Presentation: "Large Scale Mapreduce Data Processing at Quantcast"

Time: Friday 10:35 - 11:35

Location: Franciscan I & II

Abstract: Quantcast is a leader in audience measurement and in ad targeting, through lookalike models that score hundreds of millions of cookies for customer-defined segments. Quantcast injects about 10 billion new events per day, and processes hundreds of terabytes of data daily. This presentation describes the data processing architecture that allows a startup to reliably and affordably run multiple complex production data processing systems, and flexible systems to support rapid innovation and ad hoc analysis. Topics include architecture of clusters for scalability and reliability, using dedicated clusters versus cloud processing, designing mapreduce jobs for testability and correctness, dependency management, hybrid architectures that incorporate databases with mapreduce, and the lifecycle of effective mapreduce development.

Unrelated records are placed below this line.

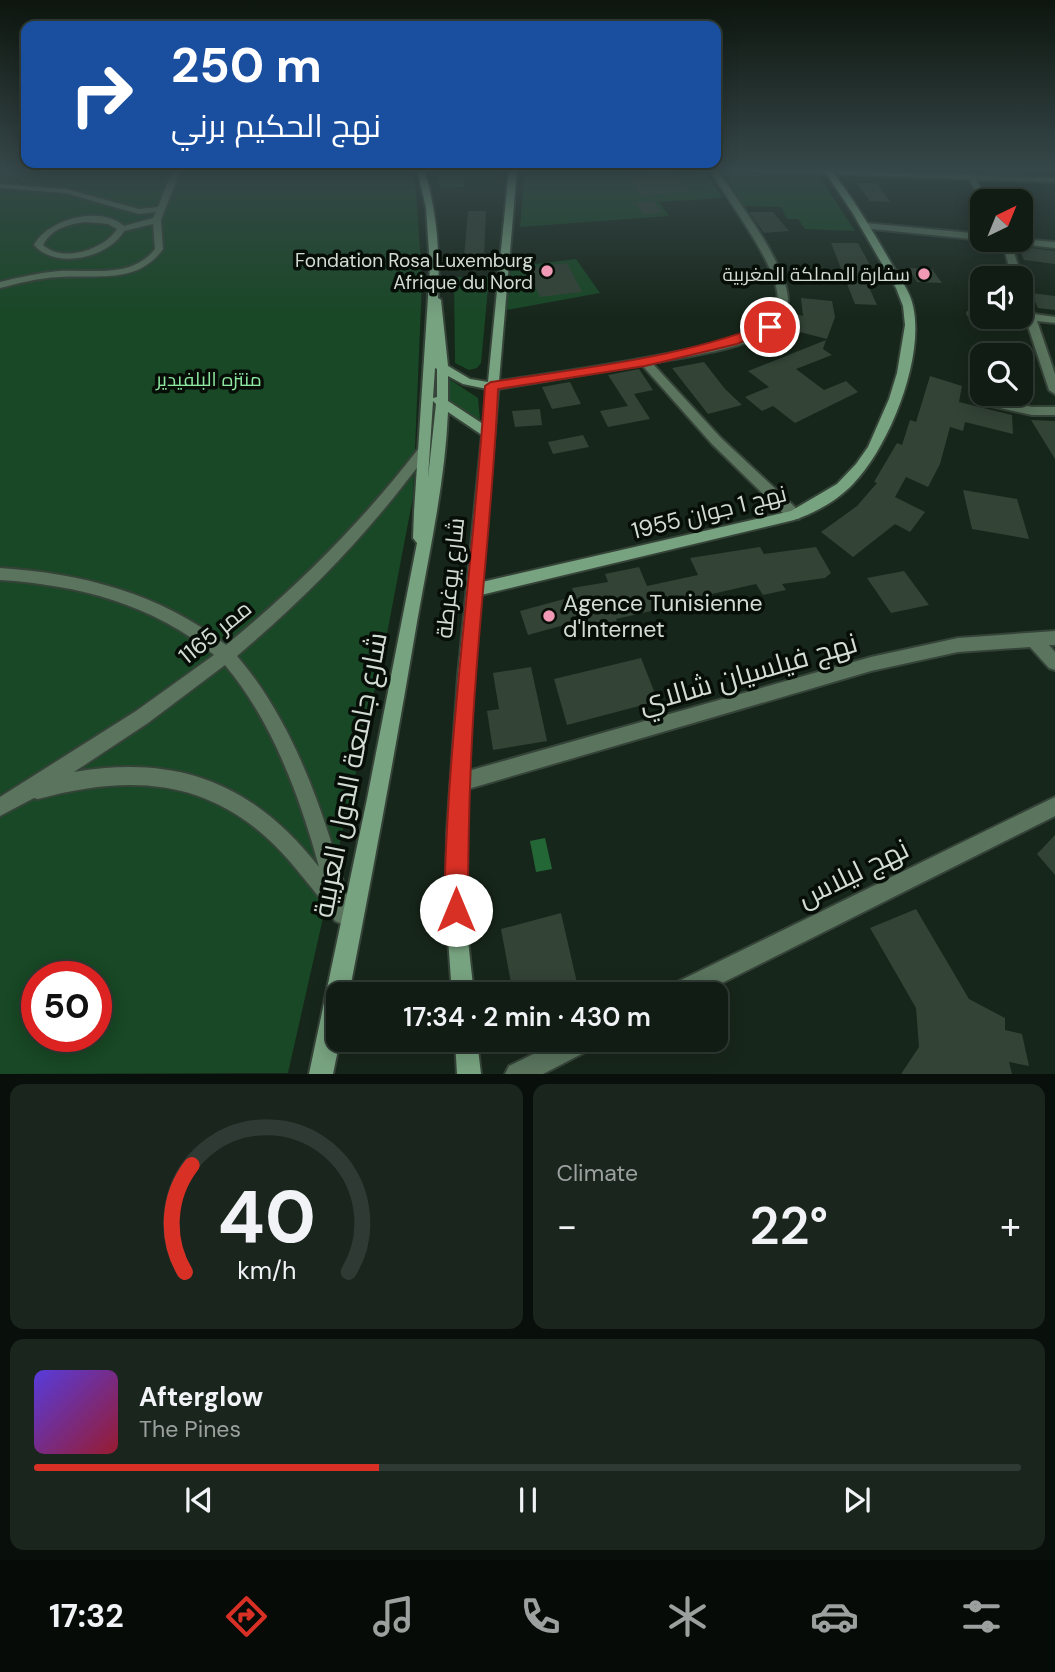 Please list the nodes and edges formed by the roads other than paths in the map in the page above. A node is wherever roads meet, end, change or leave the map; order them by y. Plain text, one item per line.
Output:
1 (105, 219) edge
2 (106, 219) edge
3 (433, 219) edge
4 (508, 219) edge
5 (743, 219) edge
6 (860, 219) edge
7 (157, 220) joint
8 (865, 226) junction
9 (121, 229) junction
10 (970, 236) edge
11 (1033, 243) edge
12 (1055, 245) edge
13 (0, 285) edge
14 (436, 300) junction
15 (1033, 317) edge
16 (1055, 320) edge
17 (1030, 329) edge
18 (431, 361) junction
19 (645, 362) junction
20 (443, 368) junction
21 (491, 386) junction
22 (1055, 390) edge
23 (429, 392) junction
24 (443, 404) junction
25 (1009, 406) edge
26 (1055, 411) edge
27 (490, 434) junction
28 (423, 451) junction
29 (794, 515) junction
30 (420, 567) junction
31 (0, 575) edge
32 (476, 590) junction
33 (1055, 638) edge
34 (1033, 639) junction
35 (227, 655) junction
36 (1055, 663) edge
37 (461, 782) junction
38 (18, 797) junction
39 (1055, 806) edge
40 (0, 807) edge
41 (342, 914) junction
42 (349, 938) junction
43 (341, 982) edge
44 (462, 982) edge
45 (701, 982) edge
46 (326, 1050) edge
47 (467, 1052) edge
48 (560, 1052) edge
49 (321, 1073) edge
50 (469, 1073) edge
51 (517, 1073) edge

1 - 9 street
2 - 9 street
3 - 14 street, شارع جامعة الدول العربية
4 - 21 street, شارع يوغرطة
5 - 19 street
6 - 8 street, نهج 1 جوان 1955
7 - 9 street
7 - 13 street
8 - 10 street
8 - 29 street, نهج 1 جوان 1955
11 - 12 street
14 - 18 street, شارع جامعة الدول العربية
14 - 20 street, شارع جامعة الدول العربية
15 - 16 street
17 - 22 street
18 - 20 street
18 - 23 street, شارع جامعة الدول العربية
19 - 21 street
19 - 29 street
20 - 21 street
20 - 24 street, شارع جامعة الدول العربية
21 - 27 street, شارع يوغرطة
23 - 24 street
23 - 28 street, شارع جامعة الدول العربية
24 - 27 street
24 - 30 street, شارع جامعة الدول العربية
25 - 26 street
27 - 32 street, شارع يوغرطة
28 - 30 street, شارع جامعة الدول العربية
28 - 35 street, ممر 1165
29 - 32 street, نهج 1 جوان 1955
30 - 42 street, شارع جامعة الدول العربية
31 - 35 street
32 - 37 street, شارع يوغرطة
33 - 34 street, نهج فيلسيان شالاي
34 - 36 street
34 - 37 street, نهج فيلسيان شالاي
35 - 38 street, ممر 1165
35 - 41 street
37 - 44 street, شارع يوغرطة
38 - 40 street, ممر 1165
38 - 41 street
39 - 45 street, نهج ليلاس
41 - 42 street
42 - 43 street, شارع جامعة الدول العربية
46 - 49 street, شارع جامعة الدول العربية
47 - 50 street
48 - 51 street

Ron Bodkin, Think Big Analytics and Former Xerox Parc AspectJ Committer

 Ron  Bodkin
Ron Bodkin is the founder of Think Big Analytics and works with Quantcast, an open ratings service for Web sites. Ron is also the founder of New Aspects of Software, which provides consulting and training on aspect-oriented software development and effective architectures for Java. Ron is also the leader of the open source Glassbox application performance troubleshooting project.

Previously, Ron led the first implementation projects and training efforts for customers of the AspectJ group at Xerox PARC. Prior to that, Ron was a founder and the CTO of C-bridge, a consultancy that delivered enterprise applications using Java frameworks.